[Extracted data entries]
↓↓↓
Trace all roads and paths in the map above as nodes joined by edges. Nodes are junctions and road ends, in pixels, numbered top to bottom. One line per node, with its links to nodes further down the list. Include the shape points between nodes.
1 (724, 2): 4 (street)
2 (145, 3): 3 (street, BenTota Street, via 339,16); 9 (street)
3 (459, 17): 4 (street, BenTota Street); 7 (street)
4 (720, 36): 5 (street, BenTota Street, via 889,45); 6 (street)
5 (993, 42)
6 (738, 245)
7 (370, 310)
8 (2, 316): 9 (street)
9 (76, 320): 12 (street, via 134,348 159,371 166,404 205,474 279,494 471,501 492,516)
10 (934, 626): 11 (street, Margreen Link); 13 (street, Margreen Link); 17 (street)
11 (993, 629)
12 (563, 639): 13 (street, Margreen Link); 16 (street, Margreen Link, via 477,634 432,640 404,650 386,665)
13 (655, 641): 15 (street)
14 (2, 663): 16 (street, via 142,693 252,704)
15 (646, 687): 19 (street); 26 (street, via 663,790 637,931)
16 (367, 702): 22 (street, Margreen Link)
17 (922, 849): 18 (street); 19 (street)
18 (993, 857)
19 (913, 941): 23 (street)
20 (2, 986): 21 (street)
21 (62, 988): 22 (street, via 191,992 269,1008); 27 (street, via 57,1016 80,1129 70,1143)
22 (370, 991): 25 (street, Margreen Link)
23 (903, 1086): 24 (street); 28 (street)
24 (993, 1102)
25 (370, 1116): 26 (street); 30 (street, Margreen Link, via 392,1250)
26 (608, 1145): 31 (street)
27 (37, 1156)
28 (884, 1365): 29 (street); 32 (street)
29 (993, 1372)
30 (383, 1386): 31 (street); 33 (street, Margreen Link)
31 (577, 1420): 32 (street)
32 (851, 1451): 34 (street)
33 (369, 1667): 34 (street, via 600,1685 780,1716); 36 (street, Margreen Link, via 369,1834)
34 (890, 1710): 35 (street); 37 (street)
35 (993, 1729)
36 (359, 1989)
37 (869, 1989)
↑↑↑
◆ Exercise objective
Every record, restated word for word, should make up your reply.

◆ Your response
Trace all roads and paths in the map above as nodes joined by edges. Nodes are junctions and road ends, in pixels, numbered top to bottom. One line per node, with its links to nodes further down the list. Include the shape points between nodes.
1 (724, 2): 4 (street)
2 (145, 3): 3 (street, BenTota Street, via 339,16); 9 (street)
3 (459, 17): 4 (street, BenTota Street); 7 (street)
4 (720, 36): 5 (street, BenTota Street, via 889,45); 6 (street)
5 (993, 42)
6 (738, 245)
7 (370, 310)
8 (2, 316): 9 (street)
9 (76, 320): 12 (street, via 134,348 159,371 166,404 205,474 279,494 471,501 492,516)
10 (934, 626): 11 (street, Margreen Link); 13 (street, Margreen Link); 17 (street)
11 (993, 629)
12 (563, 639): 13 (street, Margreen Link); 16 (street, Margreen Link, via 477,634 432,640 404,650 386,665)
13 (655, 641): 15 (street)
14 (2, 663): 16 (street, via 142,693 252,704)
15 (646, 687): 19 (street); 26 (street, via 663,790 637,931)
16 (367, 702): 22 (street, Margreen Link)
17 (922, 849): 18 (street); 19 (street)
18 (993, 857)
19 (913, 941): 23 (street)
20 (2, 986): 21 (street)
21 (62, 988): 22 (street, via 191,992 269,1008); 27 (street, via 57,1016 80,1129 70,1143)
22 (370, 991): 25 (street, Margreen Link)
23 (903, 1086): 24 (street); 28 (street)
24 (993, 1102)
25 (370, 1116): 26 (street); 30 (street, Margreen Link, via 392,1250)
26 (608, 1145): 31 (street)
27 (37, 1156)
28 (884, 1365): 29 (street); 32 (street)
29 (993, 1372)
30 (383, 1386): 31 (street); 33 (street, Margreen Link)
31 (577, 1420): 32 (street)
32 (851, 1451): 34 (street)
33 (369, 1667): 34 (street, via 600,1685 780,1716); 36 (street, Margreen Link, via 369,1834)
34 (890, 1710): 35 (street); 37 (street)
35 (993, 1729)
36 (359, 1989)
37 (869, 1989)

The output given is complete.